Much of the action in the pieces, though, takes place in one contemporaneous Dublin snug whose fictional regulars include Mrs. Brennan and Maria Concepta, both elderly women whose husbands fought in the Boer and Great Wars, and the barroom patriot Mr. Crippen. In other pieces Behan introduces us to people from his childhood, like his bedridden great-aunt Henrietta who "caught a bad cold at Parnell’s funeral and hadn’t been expected to live this forty year."

Behan had a great knowledge of Dublin history and folklore. He notes at one point that the River Tolka never had a song written about it despite its claims to fame, which included the fact that "Brian Boru’s son was drowned in it, and it’s not every river you could say that about."

A lot of the comic effect depends on Behan’s ear for the peculiarities of local pronunciation — and as late the 1950s, local could mean a particular neighborhood or district. The dialogue is also enriched with some wonderful malapropisms, particularly from Mrs Brennan.

Some of the columns are fairly straightforward travelogue pieces written from England and France; they are less interesting, however, than those set at home. None could compare in any case with Cronin’s own hilarious account, in "Dead as Doornails," of an earlier journey that he and Behan made to France.

Behan writes that the British made less use of their loot than many lesser imperialisms. "The ugliness of much of London is unbelievable," he says. However, he adds: "Its people are kindlier, nosier and more respectable than any I have ever met." He continues: "The famed British reserve is as much myth as the idea of a broth-of -a-boy Irishman, he of the ready wit and the warm heart and the great love of a fight."

Generally, Behan’s approach is broadly nationalist, one which would have been in tune with his readers.

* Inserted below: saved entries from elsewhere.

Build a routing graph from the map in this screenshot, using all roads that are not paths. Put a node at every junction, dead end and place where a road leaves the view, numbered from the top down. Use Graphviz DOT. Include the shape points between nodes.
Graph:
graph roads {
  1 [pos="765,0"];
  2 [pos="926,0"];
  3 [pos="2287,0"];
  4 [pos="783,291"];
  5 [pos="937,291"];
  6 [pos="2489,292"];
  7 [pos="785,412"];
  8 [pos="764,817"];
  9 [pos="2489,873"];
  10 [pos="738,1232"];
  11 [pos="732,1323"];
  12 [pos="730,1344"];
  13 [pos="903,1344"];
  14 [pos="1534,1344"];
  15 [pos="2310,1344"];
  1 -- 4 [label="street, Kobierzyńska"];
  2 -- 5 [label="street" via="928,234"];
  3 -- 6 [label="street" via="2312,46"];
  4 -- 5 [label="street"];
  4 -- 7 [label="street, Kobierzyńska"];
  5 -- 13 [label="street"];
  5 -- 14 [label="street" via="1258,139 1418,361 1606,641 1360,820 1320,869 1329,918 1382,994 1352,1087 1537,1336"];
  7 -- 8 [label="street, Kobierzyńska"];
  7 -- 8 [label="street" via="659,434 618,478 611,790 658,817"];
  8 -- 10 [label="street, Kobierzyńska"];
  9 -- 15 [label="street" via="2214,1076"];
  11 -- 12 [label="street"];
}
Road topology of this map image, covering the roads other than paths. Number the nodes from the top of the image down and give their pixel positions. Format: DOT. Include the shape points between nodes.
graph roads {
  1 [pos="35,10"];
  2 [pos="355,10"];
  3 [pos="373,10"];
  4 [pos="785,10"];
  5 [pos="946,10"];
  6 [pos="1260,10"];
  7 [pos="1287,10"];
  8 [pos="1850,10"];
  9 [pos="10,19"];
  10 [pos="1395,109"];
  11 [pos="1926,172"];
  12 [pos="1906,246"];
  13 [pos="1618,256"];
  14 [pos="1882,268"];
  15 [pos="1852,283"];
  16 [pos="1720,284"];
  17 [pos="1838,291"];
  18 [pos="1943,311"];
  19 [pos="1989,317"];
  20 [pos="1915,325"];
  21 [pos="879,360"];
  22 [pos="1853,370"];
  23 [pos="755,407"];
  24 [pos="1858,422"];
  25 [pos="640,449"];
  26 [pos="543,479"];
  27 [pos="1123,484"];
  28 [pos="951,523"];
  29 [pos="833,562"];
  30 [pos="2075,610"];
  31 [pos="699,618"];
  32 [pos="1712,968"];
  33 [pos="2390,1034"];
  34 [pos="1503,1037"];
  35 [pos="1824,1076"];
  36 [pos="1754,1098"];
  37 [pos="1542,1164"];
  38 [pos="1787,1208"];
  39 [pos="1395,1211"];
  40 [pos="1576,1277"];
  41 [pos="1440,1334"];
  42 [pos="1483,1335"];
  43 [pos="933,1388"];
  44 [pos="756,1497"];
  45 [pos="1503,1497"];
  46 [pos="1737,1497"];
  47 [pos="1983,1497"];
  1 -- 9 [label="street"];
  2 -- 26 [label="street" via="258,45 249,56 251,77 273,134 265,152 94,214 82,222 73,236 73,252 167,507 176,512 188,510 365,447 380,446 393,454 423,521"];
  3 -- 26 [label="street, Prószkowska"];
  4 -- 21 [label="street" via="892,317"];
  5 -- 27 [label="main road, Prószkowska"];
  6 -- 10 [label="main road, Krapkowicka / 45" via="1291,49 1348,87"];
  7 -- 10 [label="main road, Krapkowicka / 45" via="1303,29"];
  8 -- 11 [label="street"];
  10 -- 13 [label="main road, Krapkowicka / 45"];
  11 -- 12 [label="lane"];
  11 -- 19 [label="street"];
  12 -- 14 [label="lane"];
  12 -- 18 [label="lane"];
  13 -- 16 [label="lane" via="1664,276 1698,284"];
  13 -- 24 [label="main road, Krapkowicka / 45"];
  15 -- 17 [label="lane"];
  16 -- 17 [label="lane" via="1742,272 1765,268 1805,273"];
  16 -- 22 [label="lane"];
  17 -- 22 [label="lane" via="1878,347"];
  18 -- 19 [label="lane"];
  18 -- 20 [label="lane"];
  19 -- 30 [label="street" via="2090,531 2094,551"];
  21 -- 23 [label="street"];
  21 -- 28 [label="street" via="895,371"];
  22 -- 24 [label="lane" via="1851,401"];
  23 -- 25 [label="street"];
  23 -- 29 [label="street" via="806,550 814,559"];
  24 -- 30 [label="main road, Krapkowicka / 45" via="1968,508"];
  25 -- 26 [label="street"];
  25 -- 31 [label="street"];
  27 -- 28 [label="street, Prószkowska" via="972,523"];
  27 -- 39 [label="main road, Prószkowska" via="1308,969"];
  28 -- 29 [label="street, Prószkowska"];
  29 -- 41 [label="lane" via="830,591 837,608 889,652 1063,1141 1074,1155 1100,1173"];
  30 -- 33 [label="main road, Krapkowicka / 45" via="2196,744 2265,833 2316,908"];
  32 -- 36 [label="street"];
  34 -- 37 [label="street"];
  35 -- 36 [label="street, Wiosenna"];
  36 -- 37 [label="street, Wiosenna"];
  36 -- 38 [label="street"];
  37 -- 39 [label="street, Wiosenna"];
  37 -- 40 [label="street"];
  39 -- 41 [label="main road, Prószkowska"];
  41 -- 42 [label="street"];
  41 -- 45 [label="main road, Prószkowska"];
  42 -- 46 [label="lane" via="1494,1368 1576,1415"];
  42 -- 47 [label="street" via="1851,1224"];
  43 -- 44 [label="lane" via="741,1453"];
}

His prison years in Ireland were spent under a de Valera government, but now just past 30, he’s writing for de Valera’s paper. There is a certain ambivalence about his attitude here. Occasionally he’s strident: "The least we can do is knock Nelson off his perch." Ten years later, Nelson was toppled, but, regrettably, the impressive perch went along with him.

At other times republican piety is gently mocked. After the 1969-70 IRA split, Behan’s survivors were strongly supportive of the Officials and the Workers Party. That movement promoted the "revisionist" position — insofar as there was a single position — which

challenged the old nationalist narrative of Irish history. Kathleen Behan, Brendan’s mother, was once quoted as saying that it was only in England’s universities that an Irish working-class boy could get an education. The shift from a national to a mainly class perspective was evident.

However there is little or no social criticism in the column — though a short story published here for the first time shows Behan’s harder edge. But, Cronin argues, if they lack realism, the "Irish Press columns have their own authenticity." What we have, he says, is "unmistakably Dublin." And Dubliners agreed, which is one reason why they turned out that day in March 1964 to say farewell.